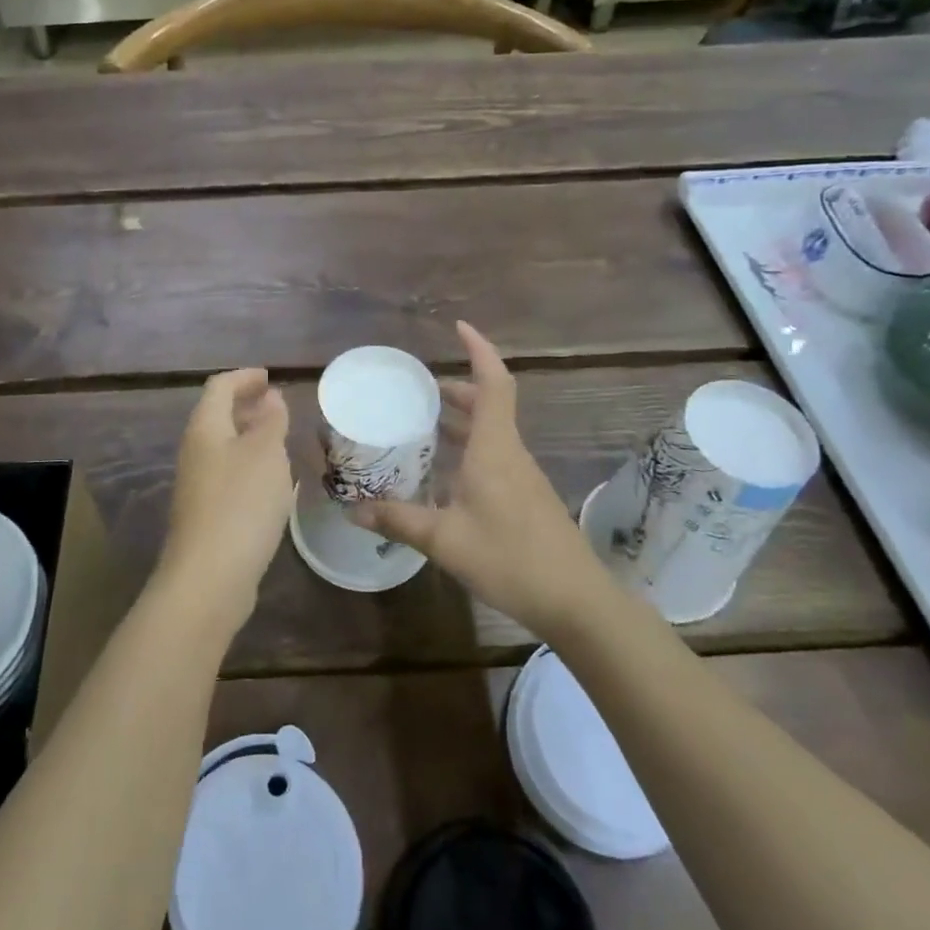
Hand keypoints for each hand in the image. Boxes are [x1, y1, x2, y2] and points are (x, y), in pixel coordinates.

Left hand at [156, 369, 292, 637]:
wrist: (209, 577)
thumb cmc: (241, 504)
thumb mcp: (266, 454)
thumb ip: (270, 421)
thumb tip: (270, 397)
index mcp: (205, 428)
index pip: (219, 387)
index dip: (244, 378)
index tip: (269, 377)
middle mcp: (195, 452)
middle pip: (217, 416)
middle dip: (246, 405)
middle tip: (277, 405)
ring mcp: (197, 485)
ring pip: (223, 446)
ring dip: (249, 436)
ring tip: (280, 439)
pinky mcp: (206, 514)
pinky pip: (228, 474)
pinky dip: (249, 465)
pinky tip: (271, 481)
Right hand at [360, 322, 600, 641]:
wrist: (576, 602)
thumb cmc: (510, 558)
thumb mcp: (444, 540)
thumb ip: (398, 520)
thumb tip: (354, 509)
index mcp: (494, 448)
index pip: (493, 383)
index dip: (479, 350)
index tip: (459, 328)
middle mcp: (510, 453)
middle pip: (489, 404)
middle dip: (457, 389)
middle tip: (419, 389)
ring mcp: (521, 477)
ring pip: (491, 433)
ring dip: (461, 421)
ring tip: (424, 424)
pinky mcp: (525, 499)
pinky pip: (494, 457)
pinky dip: (468, 450)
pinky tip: (443, 475)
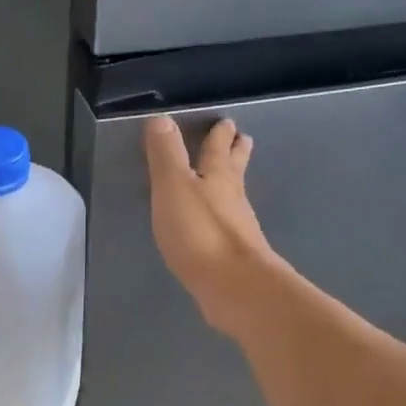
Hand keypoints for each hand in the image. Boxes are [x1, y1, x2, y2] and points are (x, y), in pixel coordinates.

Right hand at [144, 115, 280, 335]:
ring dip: (232, 185)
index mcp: (217, 177)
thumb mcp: (174, 187)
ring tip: (231, 180)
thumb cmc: (200, 233)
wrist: (233, 287)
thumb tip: (162, 118)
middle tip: (243, 140)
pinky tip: (220, 226)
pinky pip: (229, 228)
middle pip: (234, 170)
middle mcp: (233, 199)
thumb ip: (166, 155)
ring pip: (235, 198)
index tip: (227, 122)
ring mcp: (238, 230)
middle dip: (235, 154)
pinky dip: (225, 219)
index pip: (217, 149)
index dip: (220, 135)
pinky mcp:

> [Requirement] Working from the listing above, pick out every line that has "ring" and copy it.

> [Solution for this problem]
ring mcp: (197, 485)
ring pip: (223, 446)
ring dip: (249, 436)
ring tip: (280, 439)
ring mcp: (521, 477)
ring pip: (491, 433)
ring dip: (461, 421)
ring tip: (424, 424)
ring dip: (232, 185)
ring tip: (231, 180)
ring pip: (235, 198)
ring mcp: (238, 230)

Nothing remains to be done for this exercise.